### What to work on
Return each entry precisely as it appears below.

▼▼▼

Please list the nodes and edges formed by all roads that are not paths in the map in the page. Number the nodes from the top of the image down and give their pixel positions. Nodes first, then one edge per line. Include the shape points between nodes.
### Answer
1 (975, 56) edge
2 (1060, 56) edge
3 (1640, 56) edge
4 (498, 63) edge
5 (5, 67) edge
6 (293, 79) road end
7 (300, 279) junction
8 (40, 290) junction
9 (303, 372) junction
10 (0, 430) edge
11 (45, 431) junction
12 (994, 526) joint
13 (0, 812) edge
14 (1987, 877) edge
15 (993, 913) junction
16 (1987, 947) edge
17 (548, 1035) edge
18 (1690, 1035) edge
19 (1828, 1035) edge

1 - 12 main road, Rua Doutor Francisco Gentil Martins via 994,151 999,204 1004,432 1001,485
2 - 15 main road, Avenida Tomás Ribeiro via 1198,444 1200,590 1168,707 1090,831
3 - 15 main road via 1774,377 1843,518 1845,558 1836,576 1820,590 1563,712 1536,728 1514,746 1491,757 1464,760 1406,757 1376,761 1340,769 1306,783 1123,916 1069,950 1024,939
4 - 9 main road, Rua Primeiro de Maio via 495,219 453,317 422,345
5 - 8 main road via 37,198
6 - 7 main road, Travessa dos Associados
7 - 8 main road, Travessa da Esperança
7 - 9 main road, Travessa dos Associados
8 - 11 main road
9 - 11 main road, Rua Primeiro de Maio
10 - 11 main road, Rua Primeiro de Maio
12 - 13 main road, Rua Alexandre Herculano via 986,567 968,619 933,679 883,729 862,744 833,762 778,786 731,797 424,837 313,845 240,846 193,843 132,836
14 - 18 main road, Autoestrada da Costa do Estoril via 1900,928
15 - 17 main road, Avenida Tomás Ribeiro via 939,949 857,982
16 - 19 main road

▲▲▲

### Response box
Please list the nodes and edges formed by all roads that are not paths in the map in the page. Number the nodes from the top of the image down and give their pixel positions. Nodes first, then one edge per line. Include the shape points between nodes.
### Answer
1 (975, 56) edge
2 (1060, 56) edge
3 (1640, 56) edge
4 (498, 63) edge
5 (5, 67) edge
6 (293, 79) road end
7 (300, 279) junction
8 (40, 290) junction
9 (303, 372) junction
10 (0, 430) edge
11 (45, 431) junction
12 (994, 526) joint
13 (0, 812) edge
14 (1987, 877) edge
15 (993, 913) junction
16 (1987, 947) edge
17 (548, 1035) edge
18 (1690, 1035) edge
19 (1828, 1035) edge

1 - 12 main road, Rua Doutor Francisco Gentil Martins via 994,151 999,204 1004,432 1001,485
2 - 15 main road, Avenida Tomás Ribeiro via 1198,444 1200,590 1168,707 1090,831
3 - 15 main road via 1774,377 1843,518 1845,558 1836,576 1820,590 1563,712 1536,728 1514,746 1491,757 1464,760 1406,757 1376,761 1340,769 1306,783 1123,916 1069,950 1024,939
4 - 9 main road, Rua Primeiro de Maio via 495,219 453,317 422,345
5 - 8 main road via 37,198
6 - 7 main road, Travessa dos Associados
7 - 8 main road, Travessa da Esperança
7 - 9 main road, Travessa dos Associados
8 - 11 main road
9 - 11 main road, Rua Primeiro de Maio
10 - 11 main road, Rua Primeiro de Maio
12 - 13 main road, Rua Alexandre Herculano via 986,567 968,619 933,679 883,729 862,744 833,762 778,786 731,797 424,837 313,845 240,846 193,843 132,836
14 - 18 main road, Autoestrada da Costa do Estoril via 1900,928
15 - 17 main road, Avenida Tomás Ribeiro via 939,949 857,982
16 - 19 main road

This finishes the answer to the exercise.